*Stored data entries*:
****
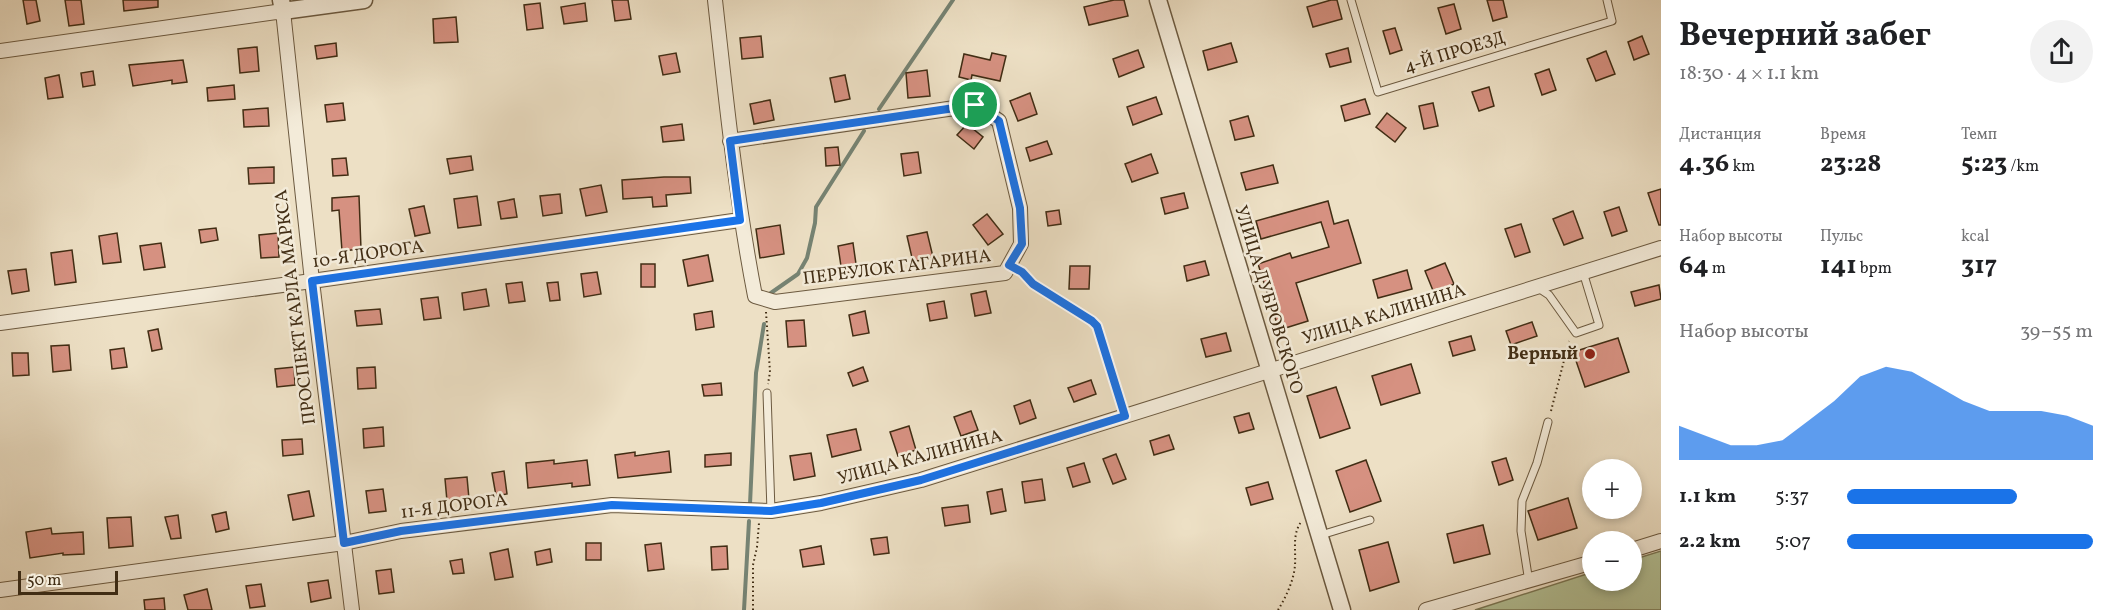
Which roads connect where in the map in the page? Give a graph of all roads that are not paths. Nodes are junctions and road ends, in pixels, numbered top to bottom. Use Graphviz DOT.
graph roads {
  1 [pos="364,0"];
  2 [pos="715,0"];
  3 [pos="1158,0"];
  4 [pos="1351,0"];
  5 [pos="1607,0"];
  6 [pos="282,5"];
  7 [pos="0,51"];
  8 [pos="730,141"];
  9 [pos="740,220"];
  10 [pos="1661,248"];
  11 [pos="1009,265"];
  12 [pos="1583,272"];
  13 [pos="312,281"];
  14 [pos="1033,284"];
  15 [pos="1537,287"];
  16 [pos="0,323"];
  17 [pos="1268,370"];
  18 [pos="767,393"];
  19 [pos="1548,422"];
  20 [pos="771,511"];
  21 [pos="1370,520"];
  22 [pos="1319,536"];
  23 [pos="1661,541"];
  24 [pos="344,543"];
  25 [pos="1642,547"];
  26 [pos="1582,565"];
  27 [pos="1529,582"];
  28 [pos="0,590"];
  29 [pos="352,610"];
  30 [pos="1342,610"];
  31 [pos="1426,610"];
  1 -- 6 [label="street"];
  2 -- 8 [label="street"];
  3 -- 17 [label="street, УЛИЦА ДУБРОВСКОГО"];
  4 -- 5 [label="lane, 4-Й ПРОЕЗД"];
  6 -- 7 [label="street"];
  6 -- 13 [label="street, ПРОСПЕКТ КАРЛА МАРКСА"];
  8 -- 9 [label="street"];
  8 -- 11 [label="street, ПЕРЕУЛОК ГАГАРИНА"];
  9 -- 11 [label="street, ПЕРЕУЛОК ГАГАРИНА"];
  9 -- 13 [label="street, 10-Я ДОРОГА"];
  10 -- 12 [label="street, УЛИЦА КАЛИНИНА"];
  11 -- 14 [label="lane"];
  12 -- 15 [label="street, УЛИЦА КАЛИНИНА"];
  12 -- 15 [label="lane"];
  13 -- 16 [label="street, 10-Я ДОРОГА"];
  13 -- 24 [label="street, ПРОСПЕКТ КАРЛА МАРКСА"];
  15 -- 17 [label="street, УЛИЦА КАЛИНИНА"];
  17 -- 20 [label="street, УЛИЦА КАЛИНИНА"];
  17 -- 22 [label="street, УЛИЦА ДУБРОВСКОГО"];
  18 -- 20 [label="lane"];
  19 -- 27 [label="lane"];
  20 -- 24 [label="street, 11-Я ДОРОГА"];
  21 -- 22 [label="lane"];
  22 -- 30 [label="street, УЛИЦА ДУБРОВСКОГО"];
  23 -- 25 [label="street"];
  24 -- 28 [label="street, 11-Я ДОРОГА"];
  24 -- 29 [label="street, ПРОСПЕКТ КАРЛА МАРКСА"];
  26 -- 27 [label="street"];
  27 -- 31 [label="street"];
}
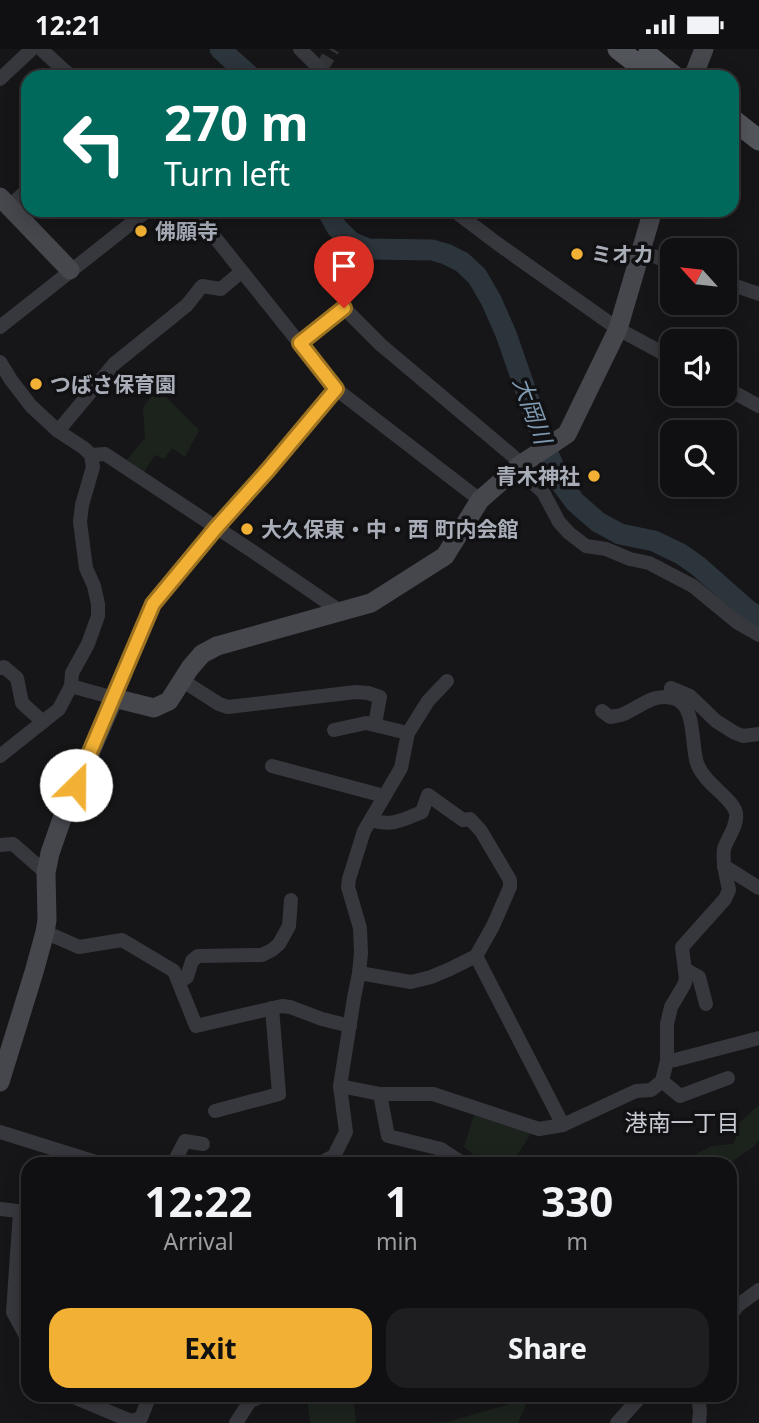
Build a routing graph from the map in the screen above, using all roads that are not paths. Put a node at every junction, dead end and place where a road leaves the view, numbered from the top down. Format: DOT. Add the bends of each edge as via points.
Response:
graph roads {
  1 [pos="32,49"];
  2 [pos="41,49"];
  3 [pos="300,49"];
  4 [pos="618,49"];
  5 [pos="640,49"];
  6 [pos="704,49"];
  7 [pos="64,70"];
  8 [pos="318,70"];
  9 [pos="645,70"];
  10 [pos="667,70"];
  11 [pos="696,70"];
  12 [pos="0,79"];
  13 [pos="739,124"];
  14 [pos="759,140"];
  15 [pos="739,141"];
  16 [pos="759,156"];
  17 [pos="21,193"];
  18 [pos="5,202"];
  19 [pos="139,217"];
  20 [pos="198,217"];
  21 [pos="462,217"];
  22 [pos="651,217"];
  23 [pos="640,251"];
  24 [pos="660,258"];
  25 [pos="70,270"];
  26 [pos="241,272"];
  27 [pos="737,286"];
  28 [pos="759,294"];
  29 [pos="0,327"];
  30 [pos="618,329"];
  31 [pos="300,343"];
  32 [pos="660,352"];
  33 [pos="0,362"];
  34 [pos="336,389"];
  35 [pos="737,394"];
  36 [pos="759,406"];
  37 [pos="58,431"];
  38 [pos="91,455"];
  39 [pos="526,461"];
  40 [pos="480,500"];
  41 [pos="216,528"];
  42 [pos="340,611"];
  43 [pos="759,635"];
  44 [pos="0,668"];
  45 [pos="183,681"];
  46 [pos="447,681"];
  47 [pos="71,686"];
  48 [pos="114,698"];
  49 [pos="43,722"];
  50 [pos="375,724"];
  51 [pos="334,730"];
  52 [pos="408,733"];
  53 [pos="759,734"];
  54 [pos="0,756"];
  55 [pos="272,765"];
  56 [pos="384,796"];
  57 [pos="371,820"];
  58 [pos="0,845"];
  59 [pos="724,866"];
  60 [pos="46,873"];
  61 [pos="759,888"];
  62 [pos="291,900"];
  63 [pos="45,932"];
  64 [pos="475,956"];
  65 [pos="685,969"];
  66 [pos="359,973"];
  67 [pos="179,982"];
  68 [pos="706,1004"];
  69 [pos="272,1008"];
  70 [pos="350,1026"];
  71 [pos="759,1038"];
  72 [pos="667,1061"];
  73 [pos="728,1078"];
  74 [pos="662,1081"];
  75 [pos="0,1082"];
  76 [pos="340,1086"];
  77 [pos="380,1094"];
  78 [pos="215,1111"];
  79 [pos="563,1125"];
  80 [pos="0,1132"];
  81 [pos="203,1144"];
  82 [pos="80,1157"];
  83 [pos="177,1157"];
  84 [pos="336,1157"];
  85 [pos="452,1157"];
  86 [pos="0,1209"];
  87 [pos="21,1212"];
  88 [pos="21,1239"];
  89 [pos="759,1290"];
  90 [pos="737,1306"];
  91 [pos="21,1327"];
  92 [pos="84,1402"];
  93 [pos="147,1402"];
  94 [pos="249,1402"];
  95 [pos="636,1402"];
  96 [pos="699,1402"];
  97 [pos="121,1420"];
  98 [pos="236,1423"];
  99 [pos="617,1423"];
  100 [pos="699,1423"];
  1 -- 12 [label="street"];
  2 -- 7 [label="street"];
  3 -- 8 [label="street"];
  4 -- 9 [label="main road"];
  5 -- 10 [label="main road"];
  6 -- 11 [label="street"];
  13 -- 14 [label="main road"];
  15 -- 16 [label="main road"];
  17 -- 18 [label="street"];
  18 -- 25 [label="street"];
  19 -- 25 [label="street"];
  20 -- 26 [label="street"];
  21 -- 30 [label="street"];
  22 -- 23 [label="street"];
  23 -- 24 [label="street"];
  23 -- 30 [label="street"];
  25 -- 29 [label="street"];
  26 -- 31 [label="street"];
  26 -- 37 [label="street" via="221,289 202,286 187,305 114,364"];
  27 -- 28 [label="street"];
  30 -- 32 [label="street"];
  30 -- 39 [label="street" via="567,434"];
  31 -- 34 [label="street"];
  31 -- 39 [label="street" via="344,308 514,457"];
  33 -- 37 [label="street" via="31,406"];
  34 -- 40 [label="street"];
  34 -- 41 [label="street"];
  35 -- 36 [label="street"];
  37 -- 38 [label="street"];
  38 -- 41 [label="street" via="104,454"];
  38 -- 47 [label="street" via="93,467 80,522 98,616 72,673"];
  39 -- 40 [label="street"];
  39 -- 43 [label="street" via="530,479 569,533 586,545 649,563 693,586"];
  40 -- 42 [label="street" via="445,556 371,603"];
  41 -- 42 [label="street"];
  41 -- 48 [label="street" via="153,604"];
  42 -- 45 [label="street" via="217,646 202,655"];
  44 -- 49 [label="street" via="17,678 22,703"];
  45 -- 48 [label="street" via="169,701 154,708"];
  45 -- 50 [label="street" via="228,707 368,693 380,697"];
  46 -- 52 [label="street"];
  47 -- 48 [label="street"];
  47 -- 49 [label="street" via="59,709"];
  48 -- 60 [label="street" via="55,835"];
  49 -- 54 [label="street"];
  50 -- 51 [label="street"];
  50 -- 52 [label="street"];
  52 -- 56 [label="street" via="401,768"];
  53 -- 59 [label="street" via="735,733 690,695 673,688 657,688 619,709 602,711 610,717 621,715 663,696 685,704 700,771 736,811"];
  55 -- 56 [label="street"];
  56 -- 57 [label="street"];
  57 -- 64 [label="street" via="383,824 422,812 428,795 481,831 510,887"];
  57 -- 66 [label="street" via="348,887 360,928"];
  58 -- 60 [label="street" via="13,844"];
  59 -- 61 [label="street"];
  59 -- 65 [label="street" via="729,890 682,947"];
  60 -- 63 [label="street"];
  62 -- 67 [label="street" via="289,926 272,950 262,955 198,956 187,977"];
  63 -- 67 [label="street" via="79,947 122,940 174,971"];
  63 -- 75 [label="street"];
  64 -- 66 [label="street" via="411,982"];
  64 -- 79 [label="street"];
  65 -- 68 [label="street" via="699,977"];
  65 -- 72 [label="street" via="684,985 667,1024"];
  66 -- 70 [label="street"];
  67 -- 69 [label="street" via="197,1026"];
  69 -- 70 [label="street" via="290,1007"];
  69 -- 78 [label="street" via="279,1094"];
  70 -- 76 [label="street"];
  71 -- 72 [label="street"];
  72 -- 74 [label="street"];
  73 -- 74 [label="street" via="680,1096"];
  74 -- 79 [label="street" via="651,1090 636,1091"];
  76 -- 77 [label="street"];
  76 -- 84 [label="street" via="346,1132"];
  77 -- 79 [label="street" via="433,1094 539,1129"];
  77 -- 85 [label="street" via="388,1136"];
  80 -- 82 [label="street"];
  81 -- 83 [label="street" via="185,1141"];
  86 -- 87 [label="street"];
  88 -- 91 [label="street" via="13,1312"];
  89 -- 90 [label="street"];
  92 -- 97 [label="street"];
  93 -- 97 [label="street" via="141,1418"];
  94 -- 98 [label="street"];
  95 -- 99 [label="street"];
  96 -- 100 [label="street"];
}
****
*YOUR INSTRUCTIONS*: Lines that contain "КАРЛА" should be pulled from the entries above and reported.

*OUTPUT BELOW*:
  6 -- 13 [label="street, ПРОСПЕКТ КАРЛА МАРКСА"];
  13 -- 24 [label="street, ПРОСПЕКТ КАРЛА МАРКСА"];
  24 -- 29 [label="street, ПРОСПЕКТ КАРЛА МАРКСА"];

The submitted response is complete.